Dermatologists—specialists in skin, hair, and nails—use various methods to diagnose different types of alopecia. These may include a physical examination, blood tests, scalp biopsy, and specialized tools such as dermatoscopes or ultraviolet (UV) light. The goal is to determine the specific type of hair loss, whether it is scarring or non-scarring, environmental or hereditary, and to rule out other potential causes of hair loss.


Physical Exam

During a physical examination, healthcare providers may apply several diagnostic tools to examine the scalp and hair condition.

dermoscopy
A dermatoscope is a magnifying tool used to examine the scalp’s surface. Sometimes, individual hairs are removed and examined under a microscope.

hair pull test
A gentle tug is applied to a small group of hairs to see how many come out. If more than 10% of hairs are pulled out, it may indicate alopecia.

wood’s lamp exam
Using UV light, this test checks for fluorescent areas that may indicate a fungal infection like tinea capitis.
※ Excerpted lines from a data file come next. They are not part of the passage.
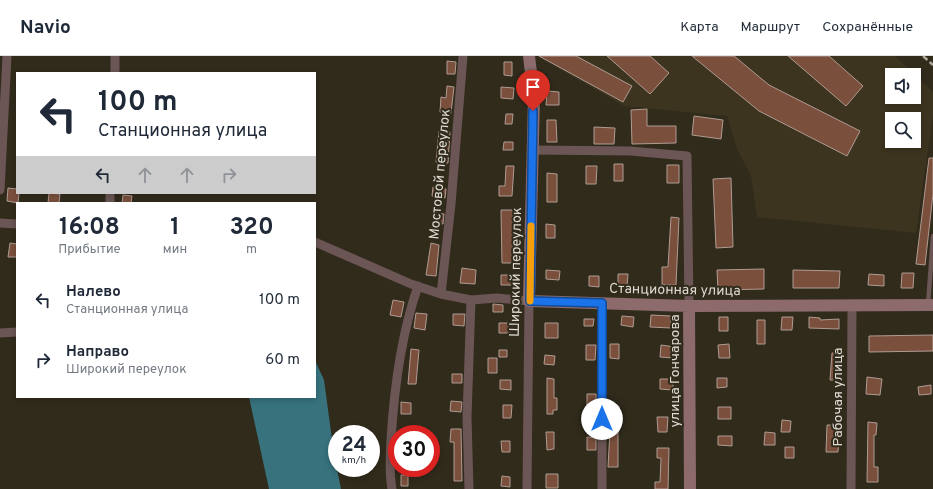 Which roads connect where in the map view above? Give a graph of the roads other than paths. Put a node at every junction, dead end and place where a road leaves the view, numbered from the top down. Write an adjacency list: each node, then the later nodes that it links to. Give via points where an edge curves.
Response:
1 (7, 56): 7 (street)
2 (115, 56): 5 (street)
3 (463, 56): 13 (street, Мостовой переулок, via 452,204)
4 (529, 56): 6 (main road, Широкий переулок, via 534,98)
5 (114, 72)
6 (533, 150): 15 (main road, Широкий переулок); 19 (street, улица Гончарова, via 630,151 686,156)
7 (0, 190)
8 (0, 223): 9 (street)
9 (16, 224)
10 (933, 236): 18 (lane)
11 (316, 242): 12 (street, Станционная улица)
12 (418, 286): 13 (street, Станционная улица); 22 (street, via 403,343 392,420)
13 (441, 294): 14 (street, Станционная улица)
14 (471, 300): 15 (street, Станционная улица, via 497,298); 23 (street)
15 (530, 301): 16 (main road, Станционная улица); 24 (street, Широкий переулок)
16 (602, 303): 19 (main road, Станционная улица); 25 (street)
17 (852, 305): 18 (main road, Станционная улица); 19 (main road, Станционная улица); 27 (street, Рабочая улица)
18 (931, 305)
19 (689, 306): 26 (main road, улица Гончарова)
20 (16, 332): 21 (street)
21 (0, 334)
22 (392, 489)
23 (469, 489)
24 (527, 489)
25 (602, 489)
26 (690, 489)
27 (851, 489) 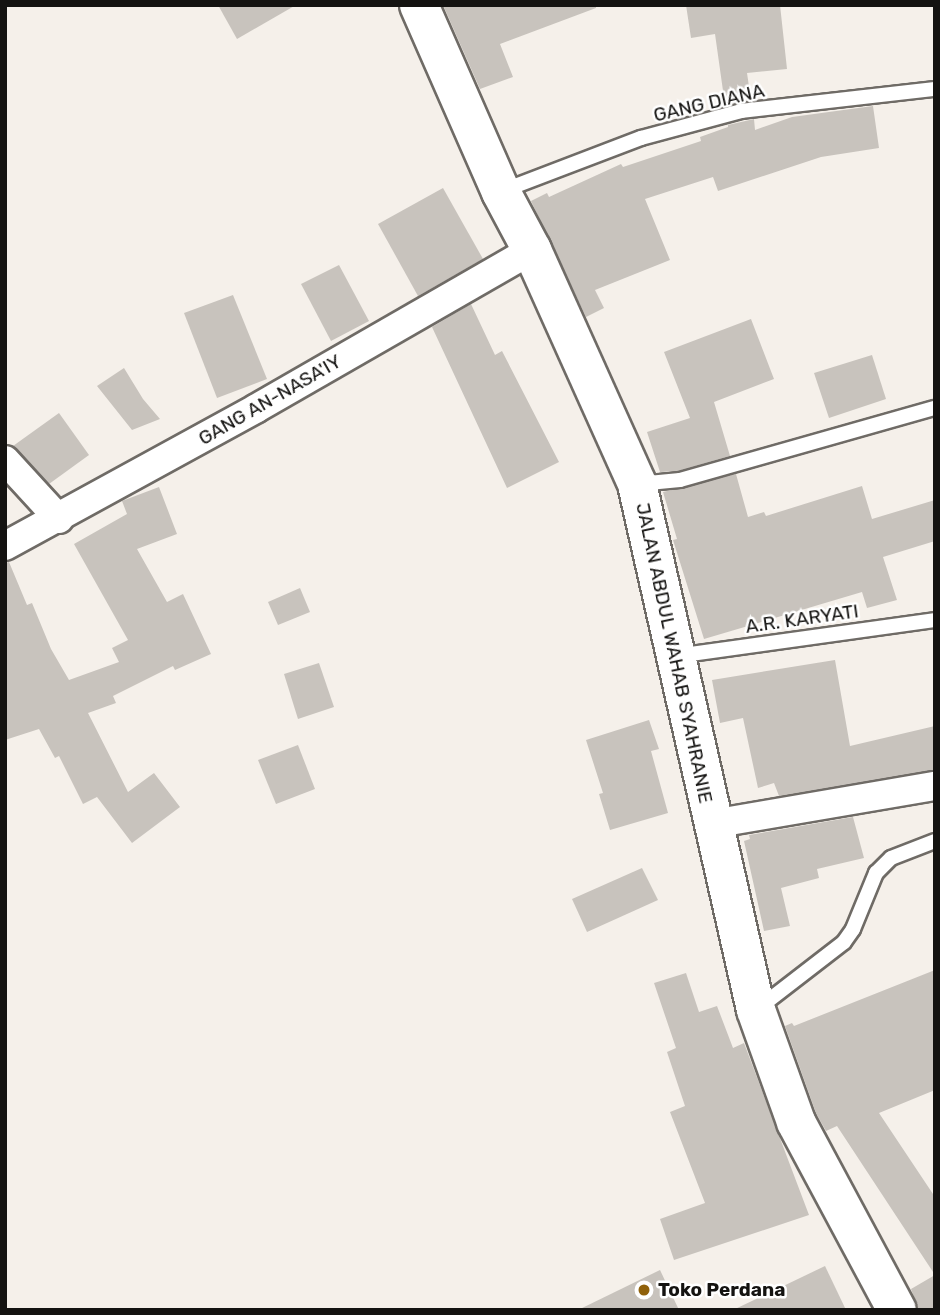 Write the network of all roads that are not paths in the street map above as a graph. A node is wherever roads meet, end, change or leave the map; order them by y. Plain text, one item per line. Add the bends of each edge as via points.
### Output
1 (419, 5) edge
2 (935, 89) edge
3 (501, 191) junction
4 (532, 250) junction
5 (935, 408) edge
6 (5, 460) edge
7 (637, 484) junction
8 (59, 519) junction
9 (5, 546) edge
10 (935, 620) edge
11 (674, 656) junction
12 (935, 786) edge
13 (712, 824) junction
14 (935, 841) edge
15 (756, 1010) junction
16 (897, 1310) edge

1 - 3 main road, JALAN ABDUL WAHAB SYAHRANIE
2 - 3 lane, GANG DIANA via 741,111 641,138
3 - 4 main road, JALAN ABDUL WAHAB SYAHRANIE
4 - 7 main road, JALAN ABDUL WAHAB SYAHRANIE
4 - 8 street, GANG AN-NASA'IY
5 - 7 lane via 680,480
6 - 8 street
7 - 11 main road, JALAN ABDUL WAHAB SYAHRANIE
8 - 9 street, GANG AN-NASA'IY
10 - 11 lane, A.R. KARYATI
11 - 13 main road, JALAN ABDUL WAHAB SYAHRANIE
12 - 13 street
13 - 15 main road, JALAN ABDUL WAHAB SYAHRANIE
14 - 15 lane via 891,858 876,873 844,942
15 - 16 main road, JALAN ABDUL WAHAB SYAHRANIE via 796,1122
These tests help distinguish between:

non-scarring alopecia
Hair follicles remain intact, and regrowth is possible. This is the most common form, although hair may not regrow in some cases, such as with androgenetic alopecia.

scarring alopecia
Hair follicles are permanently damaged, and scar tissue forms, preventing regrowth.

The exam also helps identify the pattern of hair loss, which varies depending on the type of alopecia.


Alopecia Areata

This non-scarring form of alopecia is likely triggered by an autoimmune reaction. It can affect any part of the body where hair grows.
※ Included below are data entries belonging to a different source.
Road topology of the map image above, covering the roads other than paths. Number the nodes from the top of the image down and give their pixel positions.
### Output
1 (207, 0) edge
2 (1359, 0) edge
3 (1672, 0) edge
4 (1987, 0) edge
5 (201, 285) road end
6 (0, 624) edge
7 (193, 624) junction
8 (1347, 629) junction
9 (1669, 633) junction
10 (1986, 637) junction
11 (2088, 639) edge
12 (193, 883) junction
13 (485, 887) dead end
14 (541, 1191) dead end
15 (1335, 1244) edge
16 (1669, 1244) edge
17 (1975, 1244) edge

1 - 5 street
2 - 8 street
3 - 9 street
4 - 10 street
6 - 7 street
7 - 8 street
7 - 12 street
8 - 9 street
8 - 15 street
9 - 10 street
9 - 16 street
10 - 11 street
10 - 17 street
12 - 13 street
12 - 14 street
physical signs may include:

  • Broken hair shafts

  • Black or yellow dots on the scalp

  • Patchy, coin-sized bald spots

  • Point hairs (thinner at the root)

  • Nail pitting (tiny indentations in nails)

  • Vellus hairs (light, short, soft hairs)
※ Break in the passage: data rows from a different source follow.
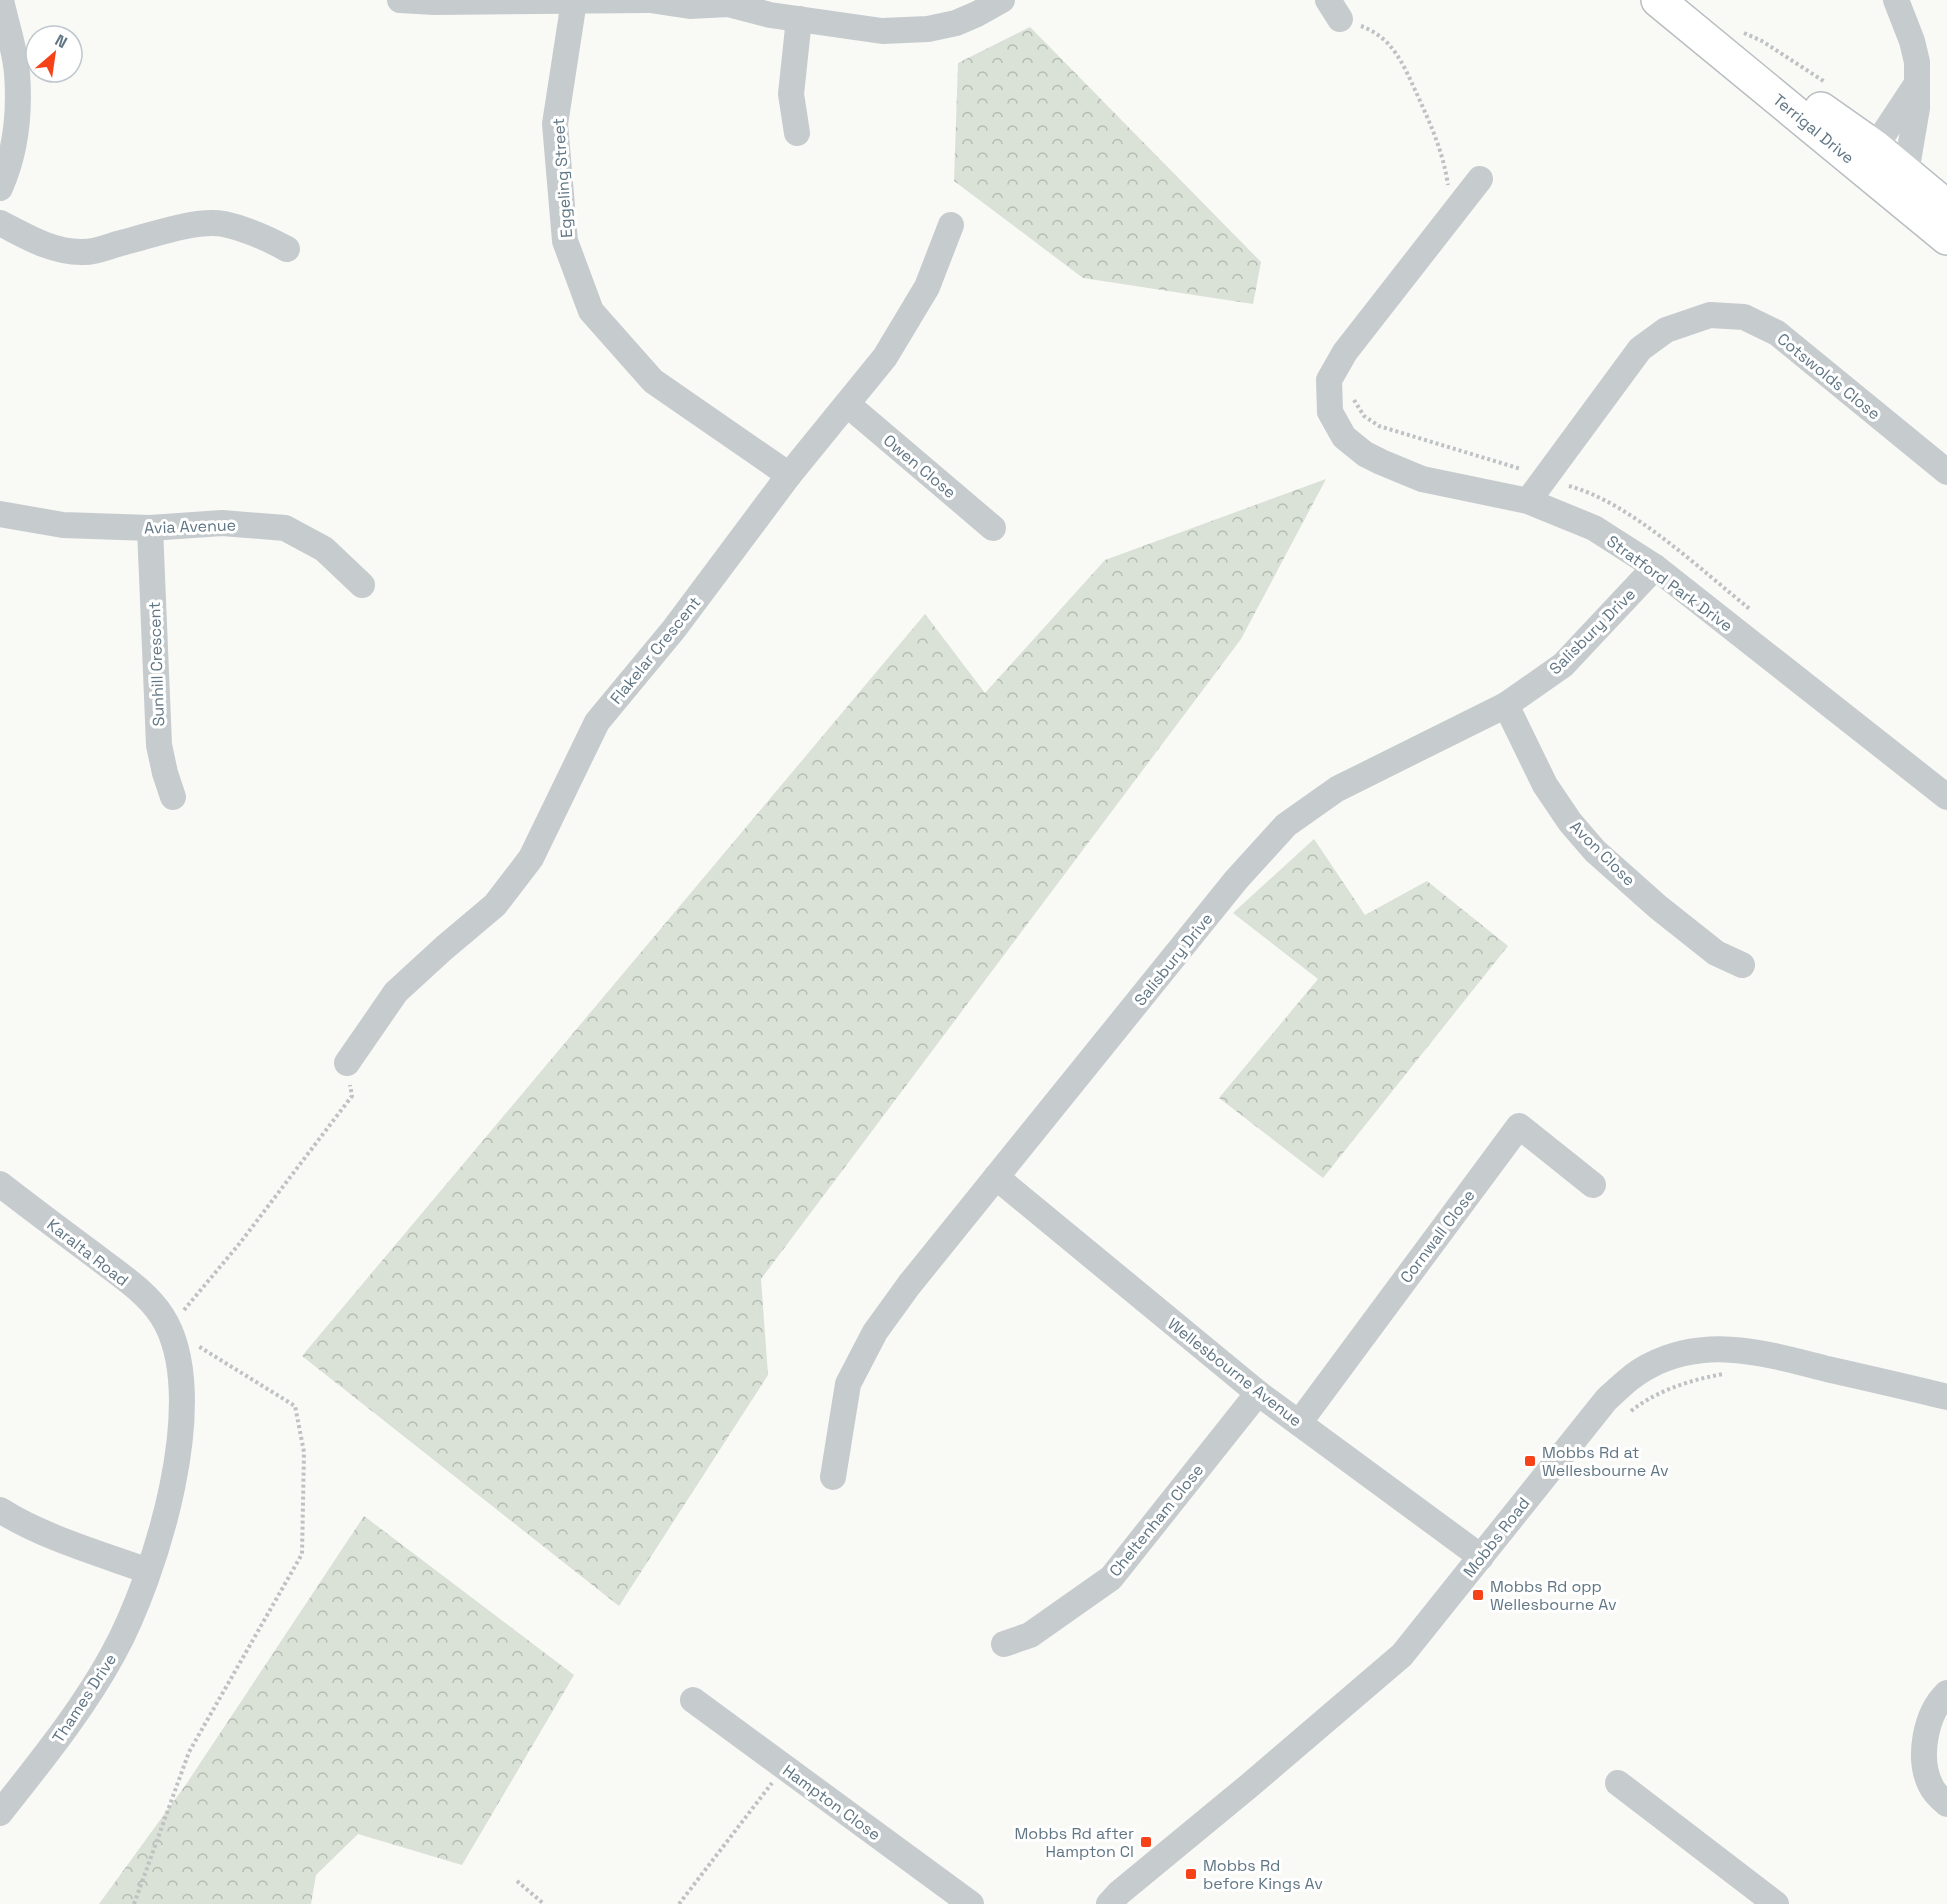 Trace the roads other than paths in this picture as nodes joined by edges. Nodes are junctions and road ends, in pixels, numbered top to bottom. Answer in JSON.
{"nodes":[{"id":1,"x":1,"y":0,"type":"edge"},
{"id":2,"x":400,"y":0,"type":"edge"},
{"id":3,"x":648,"y":0,"type":"edge"},
{"id":4,"x":1002,"y":0,"type":"edge"},
{"id":5,"x":1896,"y":0,"type":"edge"},
{"id":6,"x":574,"y":1,"type":"edge"},
{"id":7,"x":1670,"y":9,"type":"edge"},
{"id":8,"x":799,"y":19,"type":"junction"},
{"id":9,"x":1917,"y":85,"type":"junction"},
{"id":10,"x":797,"y":133,"type":"dead end"},
{"id":11,"x":1875,"y":147,"type":"junction"},
{"id":12,"x":1480,"y":179,"type":"dead end"},
{"id":13,"x":1898,"y":181,"type":"junction"},
{"id":14,"x":0,"y":188,"type":"edge"},
{"id":15,"x":1947,"y":207,"type":"edge"},
{"id":16,"x":0,"y":223,"type":"edge"},
{"id":17,"x":951,"y":225,"type":"dead end"},
{"id":18,"x":1947,"y":238,"type":"edge"},
{"id":19,"x":287,"y":249,"type":"dead end"},
{"id":20,"x":847,"y":404,"type":"junction"},
{"id":21,"x":1947,"y":472,"type":"edge"},
{"id":22,"x":789,"y":475,"type":"junction"},
{"id":23,"x":1528,"y":501,"type":"junction"},
{"id":24,"x":0,"y":514,"type":"edge"},
{"id":25,"x":150,"y":528,"type":"junction"},
{"id":26,"x":993,"y":528,"type":"dead end"},
{"id":27,"x":1655,"y":567,"type":"junction"},
{"id":28,"x":362,"y":585,"type":"dead end"},
{"id":29,"x":1506,"y":705,"type":"junction"},
{"id":30,"x":173,"y":797,"type":"dead end"},
{"id":31,"x":1947,"y":797,"type":"edge"},
{"id":32,"x":1742,"y":965,"type":"dead end"},
{"id":33,"x":347,"y":1063,"type":"road end"},
{"id":34,"x":996,"y":1177,"type":"junction"},
{"id":35,"x":0,"y":1184,"type":"edge"},
{"id":36,"x":1593,"y":1185,"type":"dead end"},
{"id":37,"x":168,"y":1328,"type":"joint"},
{"id":38,"x":1258,"y":1393,"type":"junction"},
{"id":39,"x":1947,"y":1398,"type":"edge"},
{"id":40,"x":1299,"y":1423,"type":"junction"},
{"id":41,"x":832,"y":1477,"type":"dead end"},
{"id":42,"x":0,"y":1510,"type":"edge"},
{"id":43,"x":1480,"y":1557,"type":"junction"},
{"id":44,"x":148,"y":1571,"type":"junction"},
{"id":45,"x":1004,"y":1644,"type":"dead end"},
{"id":46,"x":1947,"y":1693,"type":"edge"},
{"id":47,"x":693,"y":1700,"type":"dead end"},
{"id":48,"x":1618,"y":1783,"type":"dead end"},
{"id":49,"x":1947,"y":1804,"type":"edge"},
{"id":50,"x":0,"y":1813,"type":"edge"},
{"id":51,"x":970,"y":1904,"type":"edge"},
{"id":52,"x":1109,"y":1904,"type":"edge"},
{"id":53,"x":1776,"y":1904,"type":"edge"}],
"edges":[{"from":1,"to":14,"type":"street"},
{"from":2,"to":6,"type":"street"},
{"from":3,"to":6,"type":"street"},
{"from":3,"to":8,"type":"street"},
{"from":4,"to":8,"type":"street"},
{"from":5,"to":9,"type":"street"},
{"from":6,"to":22,"type":"street","name":"Eggeling Street"},
{"from":7,"to":11,"type":"main road","name":"Terrigal Drive"},
{"from":7,"to":13,"type":"main road","name":"Terrigal Drive"},
{"from":8,"to":10,"type":"street"},
{"from":9,"to":11,"type":"street"},
{"from":9,"to":13,"type":"street"},
{"from":11,"to":13,"type":"main road"},
{"from":12,"to":23,"type":"street","name":"Stratford Park Drive"},
{"from":13,"to":15,"type":"main road","name":"Terrigal Drive"},
{"from":13,"to":18,"type":"main road","name":"Terrigal Drive"},
{"from":16,"to":19,"type":"street"},
{"from":17,"to":20,"type":"street","name":"Flakelar Crescent"},
{"from":20,"to":22,"type":"street","name":"Flakelar Crescent"},
{"from":20,"to":26,"type":"street","name":"Owen Close"},
{"from":21,"to":23,"type":"street","name":"Cotswolds Close"},
{"from":22,"to":33,"type":"street","name":"Flakelar Crescent"},
{"from":23,"to":27,"type":"street","name":"Stratford Park Drive"},
{"from":24,"to":25,"type":"street","name":"Avia Avenue"},
{"from":25,"to":28,"type":"street","name":"Avia Avenue"},
{"from":25,"to":30,"type":"street","name":"Sunhill Crescent"},
{"from":27,"to":29,"type":"street","name":"Salisbury Drive"},
{"from":27,"to":31,"type":"street","name":"Stratford Park Drive"},
{"from":29,"to":32,"type":"street","name":"Avon Close"},
{"from":29,"to":34,"type":"street","name":"Salisbury Drive"},
{"from":34,"to":38,"type":"street","name":"Wellesbourne Avenue"},
{"from":34,"to":41,"type":"street","name":"Salisbury Drive"},
{"from":35,"to":37,"type":"street","name":"Karalta Road"},
{"from":36,"to":40,"type":"street","name":"Cornwall Close"},
{"from":37,"to":44,"type":"street","name":"Thames Drive"},
{"from":38,"to":40,"type":"street","name":"Wellesbourne Avenue"},
{"from":38,"to":45,"type":"street","name":"Cheltenham Close"},
{"from":39,"to":43,"type":"street","name":"Mobbs Road"},
{"from":40,"to":43,"type":"street","name":"Wellesbourne Avenue"},
{"from":42,"to":44,"type":"street"},
{"from":43,"to":52,"type":"street","name":"Mobbs Road"},
{"from":44,"to":50,"type":"street","name":"Thames Drive"},
{"from":46,"to":49,"type":"street"},
{"from":47,"to":51,"type":"street","name":"Hampton Close"},
{"from":48,"to":53,"type":"street"}]}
Frontal Fibrosing Alopecia

This type involves the immune system attacking hair follicles, resulting in scarring and a gradual receding hairline with patchy hair loss.

common indicators include:

  • Facial papules (pimple-like bumps)

  • “Lonely hair” sign (single hairs isolated at the front)

  • Partial or complete eyebrow hair loss

  • Redness and scaling around follicles (perifollicular erythema)

  • Scalp symptoms like itching, burning, or tenderness


Trichotillomania

This is a non-scarring type of alopecia resulting from compulsive hair pulling. It is both a dermatologic and psychiatric condition, often diagnosed by a dermatologist or mental health professional.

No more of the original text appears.